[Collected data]
________________

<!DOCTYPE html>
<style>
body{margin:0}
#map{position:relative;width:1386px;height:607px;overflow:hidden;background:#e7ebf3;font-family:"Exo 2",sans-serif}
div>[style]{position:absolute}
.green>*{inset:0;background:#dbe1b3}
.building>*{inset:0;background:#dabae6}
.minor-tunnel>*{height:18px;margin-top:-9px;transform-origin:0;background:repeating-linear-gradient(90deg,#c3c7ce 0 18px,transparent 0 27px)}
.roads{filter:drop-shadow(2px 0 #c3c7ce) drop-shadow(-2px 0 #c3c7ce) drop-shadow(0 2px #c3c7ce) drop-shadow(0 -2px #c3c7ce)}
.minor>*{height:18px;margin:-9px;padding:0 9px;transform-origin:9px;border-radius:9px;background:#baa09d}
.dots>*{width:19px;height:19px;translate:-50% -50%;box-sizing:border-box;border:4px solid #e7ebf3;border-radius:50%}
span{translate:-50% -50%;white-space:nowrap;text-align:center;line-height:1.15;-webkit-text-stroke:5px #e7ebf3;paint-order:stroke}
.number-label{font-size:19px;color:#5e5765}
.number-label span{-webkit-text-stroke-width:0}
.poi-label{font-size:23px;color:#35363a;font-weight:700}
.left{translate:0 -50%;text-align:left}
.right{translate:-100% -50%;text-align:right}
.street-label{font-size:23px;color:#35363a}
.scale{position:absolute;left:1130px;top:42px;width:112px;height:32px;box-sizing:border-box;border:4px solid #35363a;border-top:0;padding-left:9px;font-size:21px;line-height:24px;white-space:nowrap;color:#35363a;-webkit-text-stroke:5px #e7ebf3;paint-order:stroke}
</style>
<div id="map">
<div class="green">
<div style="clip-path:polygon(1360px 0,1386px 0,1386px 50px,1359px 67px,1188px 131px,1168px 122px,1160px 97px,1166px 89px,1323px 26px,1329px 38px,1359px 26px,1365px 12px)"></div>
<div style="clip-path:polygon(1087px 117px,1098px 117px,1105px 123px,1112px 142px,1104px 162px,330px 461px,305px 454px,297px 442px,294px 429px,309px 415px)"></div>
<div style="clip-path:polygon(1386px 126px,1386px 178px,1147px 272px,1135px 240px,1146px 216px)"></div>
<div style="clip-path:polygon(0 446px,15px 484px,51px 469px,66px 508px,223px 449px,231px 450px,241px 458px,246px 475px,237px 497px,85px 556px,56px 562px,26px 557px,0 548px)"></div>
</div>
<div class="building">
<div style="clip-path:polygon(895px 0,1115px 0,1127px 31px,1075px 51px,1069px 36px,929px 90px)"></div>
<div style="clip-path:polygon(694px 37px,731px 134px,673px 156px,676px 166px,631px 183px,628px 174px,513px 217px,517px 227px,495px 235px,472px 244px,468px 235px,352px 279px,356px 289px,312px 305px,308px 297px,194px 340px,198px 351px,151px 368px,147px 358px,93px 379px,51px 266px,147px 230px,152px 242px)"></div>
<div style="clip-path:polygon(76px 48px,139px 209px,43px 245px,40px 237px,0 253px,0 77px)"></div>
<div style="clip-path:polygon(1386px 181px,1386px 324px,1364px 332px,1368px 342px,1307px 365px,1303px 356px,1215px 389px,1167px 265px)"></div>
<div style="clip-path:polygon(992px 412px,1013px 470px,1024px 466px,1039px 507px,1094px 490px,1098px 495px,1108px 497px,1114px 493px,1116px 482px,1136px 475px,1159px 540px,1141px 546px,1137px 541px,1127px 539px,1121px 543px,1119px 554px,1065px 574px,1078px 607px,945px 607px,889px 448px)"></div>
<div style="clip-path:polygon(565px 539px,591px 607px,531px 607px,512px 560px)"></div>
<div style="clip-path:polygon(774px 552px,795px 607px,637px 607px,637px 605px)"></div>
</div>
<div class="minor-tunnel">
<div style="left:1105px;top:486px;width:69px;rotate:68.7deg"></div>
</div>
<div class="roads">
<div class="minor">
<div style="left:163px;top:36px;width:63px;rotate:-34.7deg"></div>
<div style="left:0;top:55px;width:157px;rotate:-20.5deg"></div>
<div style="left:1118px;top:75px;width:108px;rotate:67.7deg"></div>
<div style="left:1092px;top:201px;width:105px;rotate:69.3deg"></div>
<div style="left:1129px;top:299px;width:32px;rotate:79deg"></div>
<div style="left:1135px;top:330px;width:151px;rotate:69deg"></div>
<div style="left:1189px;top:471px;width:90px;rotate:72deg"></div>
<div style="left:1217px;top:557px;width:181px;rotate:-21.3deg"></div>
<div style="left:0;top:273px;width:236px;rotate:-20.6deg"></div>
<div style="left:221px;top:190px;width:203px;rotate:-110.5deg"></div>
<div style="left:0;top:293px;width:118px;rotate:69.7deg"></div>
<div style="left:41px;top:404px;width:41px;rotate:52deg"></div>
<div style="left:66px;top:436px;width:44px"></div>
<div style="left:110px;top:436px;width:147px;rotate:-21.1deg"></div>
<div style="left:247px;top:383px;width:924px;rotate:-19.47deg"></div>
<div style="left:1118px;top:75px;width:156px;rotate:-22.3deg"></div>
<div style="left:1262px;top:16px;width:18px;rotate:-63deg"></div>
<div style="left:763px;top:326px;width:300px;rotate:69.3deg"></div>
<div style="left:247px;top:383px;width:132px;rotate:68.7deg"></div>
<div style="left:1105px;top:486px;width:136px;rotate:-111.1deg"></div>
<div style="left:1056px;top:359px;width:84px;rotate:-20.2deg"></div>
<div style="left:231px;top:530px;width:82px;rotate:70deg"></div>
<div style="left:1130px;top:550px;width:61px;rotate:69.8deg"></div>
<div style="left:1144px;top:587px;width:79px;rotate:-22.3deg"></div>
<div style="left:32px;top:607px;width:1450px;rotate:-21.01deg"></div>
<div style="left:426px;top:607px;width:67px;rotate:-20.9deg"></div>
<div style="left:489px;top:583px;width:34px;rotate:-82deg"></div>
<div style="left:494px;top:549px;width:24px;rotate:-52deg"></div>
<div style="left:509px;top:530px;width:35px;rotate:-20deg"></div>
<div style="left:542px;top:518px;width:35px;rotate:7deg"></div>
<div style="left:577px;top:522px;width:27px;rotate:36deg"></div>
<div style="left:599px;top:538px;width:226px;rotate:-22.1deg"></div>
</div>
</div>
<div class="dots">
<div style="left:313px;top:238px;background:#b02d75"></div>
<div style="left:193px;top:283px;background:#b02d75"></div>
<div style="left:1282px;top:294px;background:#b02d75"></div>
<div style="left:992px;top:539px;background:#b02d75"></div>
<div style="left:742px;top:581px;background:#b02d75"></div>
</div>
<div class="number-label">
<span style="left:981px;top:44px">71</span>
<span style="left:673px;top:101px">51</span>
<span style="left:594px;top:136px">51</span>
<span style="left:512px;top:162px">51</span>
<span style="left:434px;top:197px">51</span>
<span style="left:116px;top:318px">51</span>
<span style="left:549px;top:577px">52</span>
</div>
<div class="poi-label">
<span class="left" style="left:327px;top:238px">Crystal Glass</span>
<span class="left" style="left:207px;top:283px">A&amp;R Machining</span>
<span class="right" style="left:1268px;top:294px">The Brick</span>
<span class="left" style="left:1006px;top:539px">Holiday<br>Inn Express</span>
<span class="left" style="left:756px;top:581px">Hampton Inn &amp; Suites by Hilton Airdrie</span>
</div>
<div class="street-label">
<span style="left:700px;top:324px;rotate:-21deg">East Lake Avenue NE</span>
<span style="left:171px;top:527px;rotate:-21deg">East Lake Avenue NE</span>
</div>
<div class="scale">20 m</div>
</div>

________________

Task brief →
Could you transcribe the entries exactly, from the first line through the line containing "0 #c3c7ce) drop-shadow(-2px", and give nothing more?

Response to this exercise →
<!DOCTYPE html>
<style>
body{margin:0}
#map{position:relative;width:1386px;height:607px;overflow:hidden;background:#e7ebf3;font-family:"Exo 2",sans-serif}
div>[style]{position:absolute}
.green>*{inset:0;background:#dbe1b3}
.building>*{inset:0;background:#dabae6}
.minor-tunnel>*{height:18px;margin-top:-9px;transform-origin:0;background:repeating-linear-gradient(90deg,#c3c7ce 0 18px,transparent 0 27px)}
.roads{filter:drop-shadow(2px 0 #c3c7ce) drop-shadow(-2px 0 #c3c7ce) drop-shadow(0 2px #c3c7ce) drop-shadow(0 -2px #c3c7ce)}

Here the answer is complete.